The processes of epitaxial reactors are performed at high temperatures, i.e. from several hundreds of degrees Celsius to a few thousands of degrees Celsius (for example, deposition of polycrystalline silicon is performed at temperatures typically between 450° C. and 800° C., deposition of monocrystalline silicon on silicon substrates is performed at temperatures typically between 850° C. and 1,250° C., deposition of monocrystalline silicon carbide on silicon substrates is performed at temperatures typically between 1,200° C. and 1,400° C., deposition of monocrystalline silicon carbide on silicon carbide substrates is performed at temperatures typically between 1,500° C. and 1,700° C. for “epitaxial growth” and at temperatures typically between 1,900° C. and 2,400° C. for “bulk growth”, and use a great deal of energy (tens of kW) for heating.
Therefore, an important requirement is to prevent the thermal energy generated from being released into the environment.
For this purpose, for many tens of years it has been common practice to apply a thin layer (less than 100 μm) of gold-based material to the outer surface of the reaction chamber of epitaxial reactors; this gold layer is produced by means of a certain number of painting and drying cycles (it is not easy to obtain a smooth, uniform and non-porous layer) and reflects the infrared radiation emitted by the susceptor well.
In epitaxial reactors where the susceptor is the main element that heats the substrates (for example, in epitaxial reactors with induction heating), appropriate reflection advantageously results in a reduction in the difference in temperature between the front and the back of the substrates during the growth processes.
In general, an important requirement is that the substrates are heated uniformly during the deposition process to obtain high uniformity of thickness and resistivity.
A drawback of the solution with gold layer is that, after a certain time (i.e. a few months), the gold layer becomes detached from the quartz surface of the reaction chamber—the hotter the quartz surface is, the faster the gold layer detaches, also due to the fact that thermal expansion of gold is higher than that of quartz; this phenomenon occurs even more rapidly if the reaction chamber is cooled by means of a gaseous flow (which is relatively common), also due to the mechanical action of the gaseous flow on the layer; moreover, this phenomenon is increased by traces of acids, deriving from previous wash cycles of the reaction chamber, on the surface of the reaction chamber.
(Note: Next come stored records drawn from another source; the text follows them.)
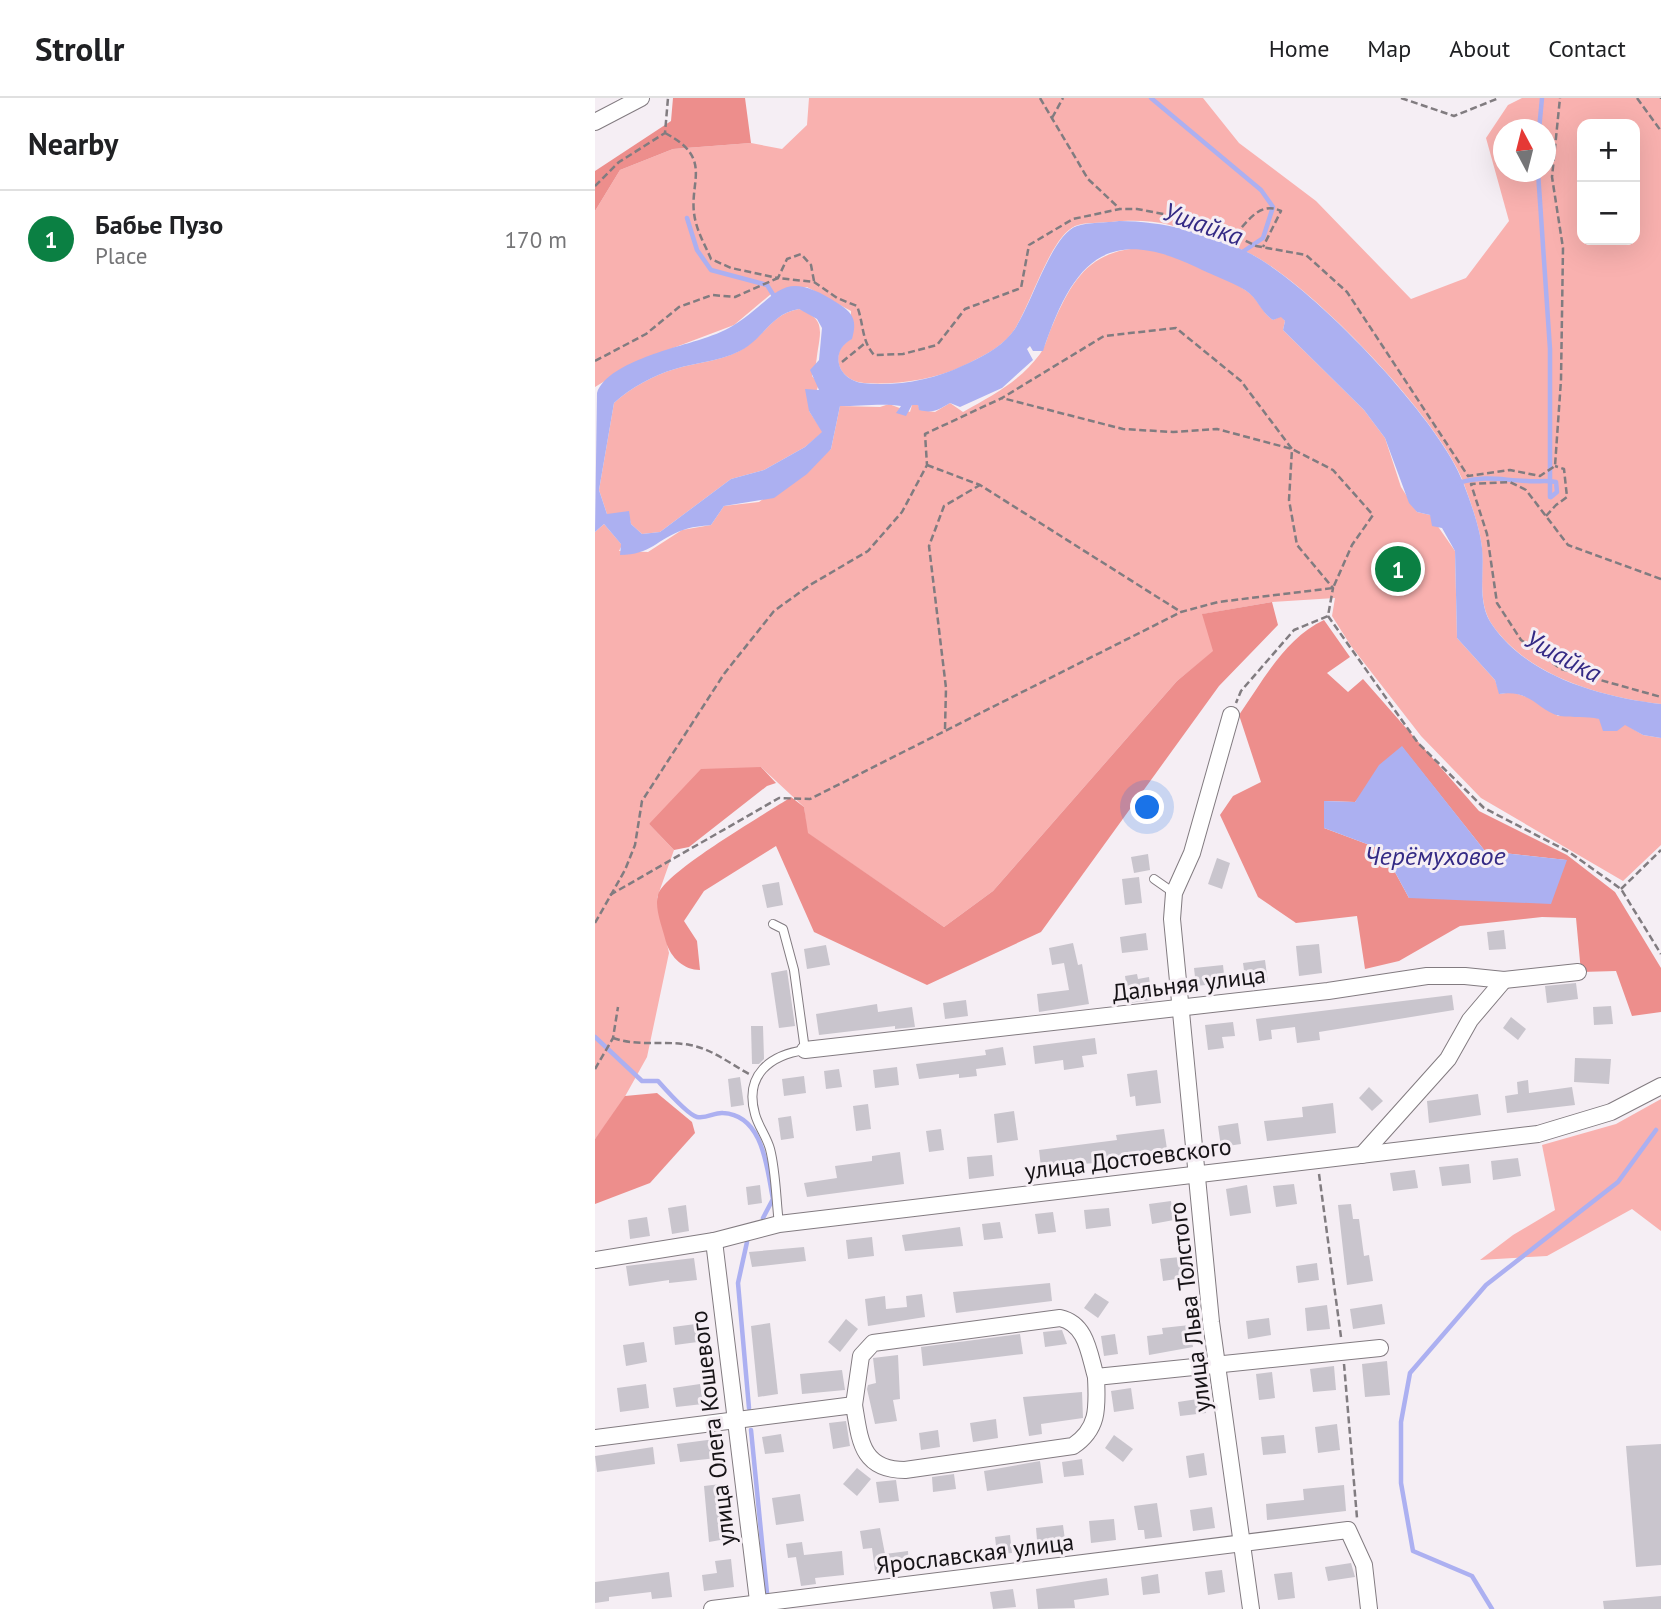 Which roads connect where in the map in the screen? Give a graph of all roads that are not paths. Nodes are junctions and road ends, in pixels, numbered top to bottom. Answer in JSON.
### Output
{"nodes":[{"id":1,"x":641,"y":98,"type":"edge"},
{"id":2,"x":595,"y":122,"type":"edge"},
{"id":3,"x":1231,"y":715,"type":"road end"},
{"id":4,"x":1154,"y":879,"type":"dead end"},
{"id":5,"x":1174,"y":893,"type":"junction"},
{"id":6,"x":773,"y":924,"type":"dead end"},
{"id":7,"x":1578,"y":972,"type":"dead end"},
{"id":8,"x":1504,"y":980,"type":"junction"},
{"id":9,"x":1180,"y":1007,"type":"junction"},
{"id":10,"x":806,"y":1051,"type":"junction"},
{"id":11,"x":1661,"y":1086,"type":"edge"},
{"id":12,"x":1361,"y":1155,"type":"junction"},
{"id":13,"x":1197,"y":1174,"type":"junction"},
{"id":14,"x":779,"y":1224,"type":"junction"},
{"id":15,"x":714,"y":1241,"type":"junction"},
{"id":16,"x":595,"y":1260,"type":"edge"},
{"id":17,"x":1380,"y":1348,"type":"dead end"},
{"id":18,"x":1218,"y":1363,"type":"junction"},
{"id":19,"x":1095,"y":1377,"type":"junction"},
{"id":20,"x":854,"y":1405,"type":"junction"},
{"id":21,"x":734,"y":1421,"type":"junction"},
{"id":22,"x":595,"y":1438,"type":"edge"},
{"id":23,"x":1243,"y":1544,"type":"junction"},
{"id":24,"x":758,"y":1606,"type":"edge"},
{"id":25,"x":712,"y":1609,"type":"edge"},
{"id":26,"x":1251,"y":1609,"type":"edge"},
{"id":27,"x":1370,"y":1609,"type":"edge"}],
"edges":[{"from":1,"to":2,"type":"street"},
{"from":3,"to":5,"type":"street","name":"улица Льва Толстого"},
{"from":4,"to":5,"type":"lane"},
{"from":5,"to":9,"type":"street","name":"улица Льва Толстого"},
{"from":6,"to":10,"type":"lane"},
{"from":7,"to":8,"type":"street","name":"Дальняя улица"},
{"from":8,"to":9,"type":"street","name":"Дальняя улица"},
{"from":8,"to":12,"type":"street"},
{"from":9,"to":10,"type":"street","name":"Дальняя улица"},
{"from":9,"to":13,"type":"street","name":"улица Льва Толстого"},
{"from":10,"to":14,"type":"lane"},
{"from":11,"to":12,"type":"street","name":"улица Достоевского"},
{"from":12,"to":13,"type":"street","name":"улица Достоевского"},
{"from":13,"to":14,"type":"street","name":"улица Достоевского"},
{"from":13,"to":18,"type":"street","name":"улица Льва Толстого"},
{"from":14,"to":15,"type":"street","name":"улица Достоевского"},
{"from":15,"to":16,"type":"street","name":"улица Достоевского"},
{"from":15,"to":21,"type":"street","name":"улица Олега Кошевого"},
{"from":17,"to":18,"type":"street"},
{"from":18,"to":19,"type":"street"},
{"from":18,"to":23,"type":"street","name":"улица Льва Толстого"},
{"from":19,"to":20,"type":"street"},
{"from":19,"to":20,"type":"street"},
{"from":20,"to":21,"type":"street"},
{"from":21,"to":22,"type":"street"},
{"from":21,"to":24,"type":"street","name":"улица Олега Кошевого"},
{"from":23,"to":24,"type":"street","name":"Ярославская улица"},
{"from":23,"to":26,"type":"street","name":"улица Льва Толстого"},
{"from":23,"to":27,"type":"street","name":"Ярославская улица"},
{"from":24,"to":25,"type":"street","name":"Ярославская улица"}]} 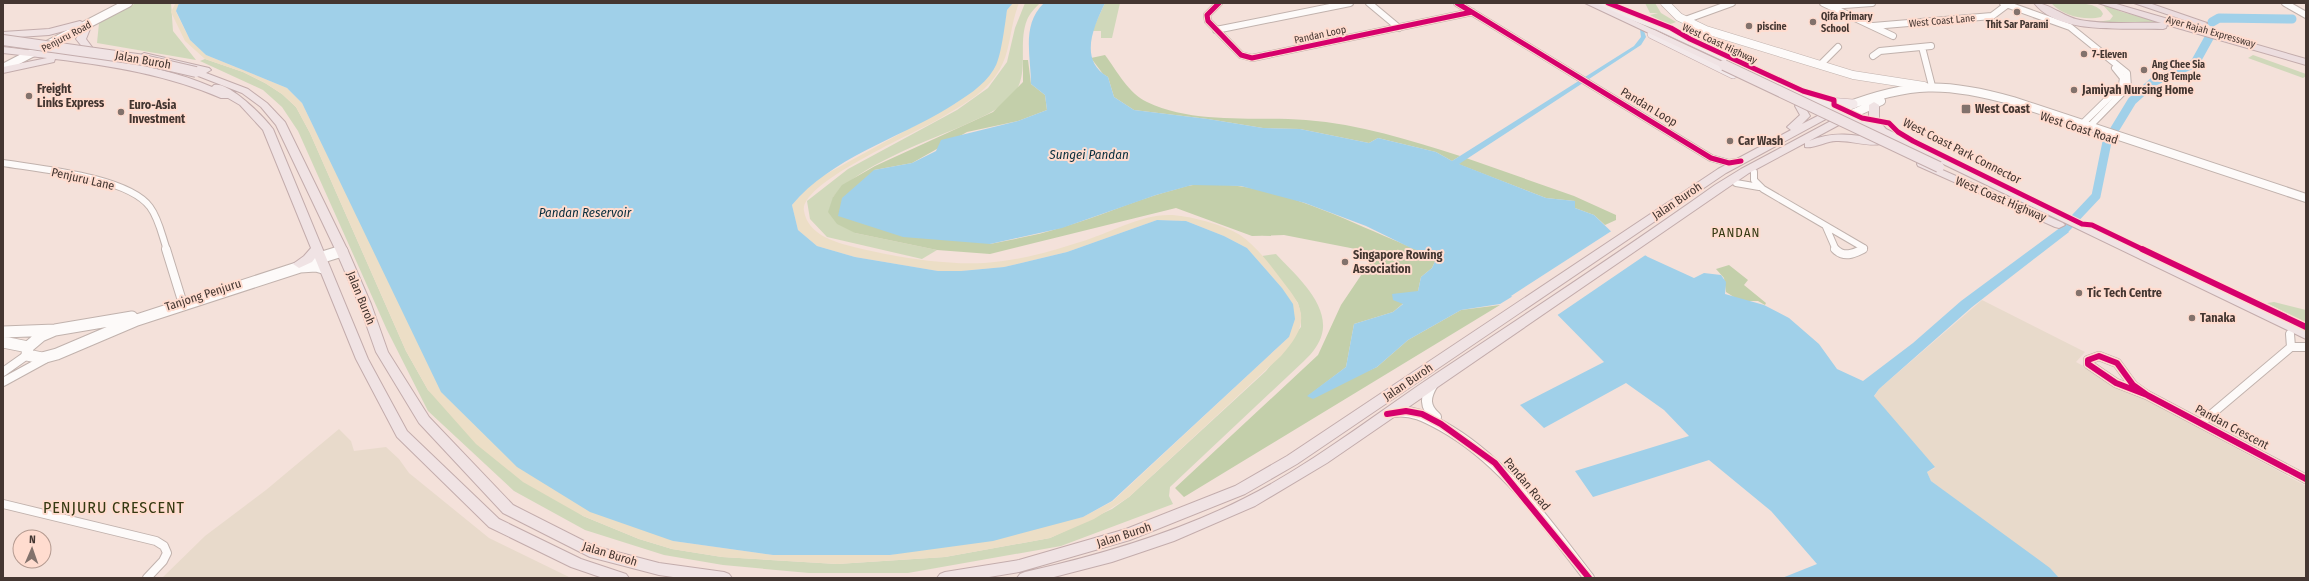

Detachment of the gold layer results in an increase in consumption of electrical power of the epitaxial reactor, as part of the infrared radiation emitted by the susceptor is released into the environment.
Moreover, as detachment of the gold layer is not smooth and uniform, this also results in a reduction in the quality of the substrates grown.
Therefore, when detachment occurs, it is necessary to disassemble the reaction chamber from the epitaxial reactor, completely remove the gold layer (already partly detached), re-apply the gold layer and re-assemble the reaction chamber in the epitaxial reactor; these operations take time, are costly and can only be performed a limited number of times.
As already mentioned, the processes of the epitaxial reactors are performed in a cavity of a reaction chamber at high temperatures; therefore, it is necessary to cool the reaction chamber. However, this cooling of chamber can cause excessive and/or non-uniform cooling of the walls that define the space in which the reaction and deposition take place; this results in a reduction in the quality of the substrates grown.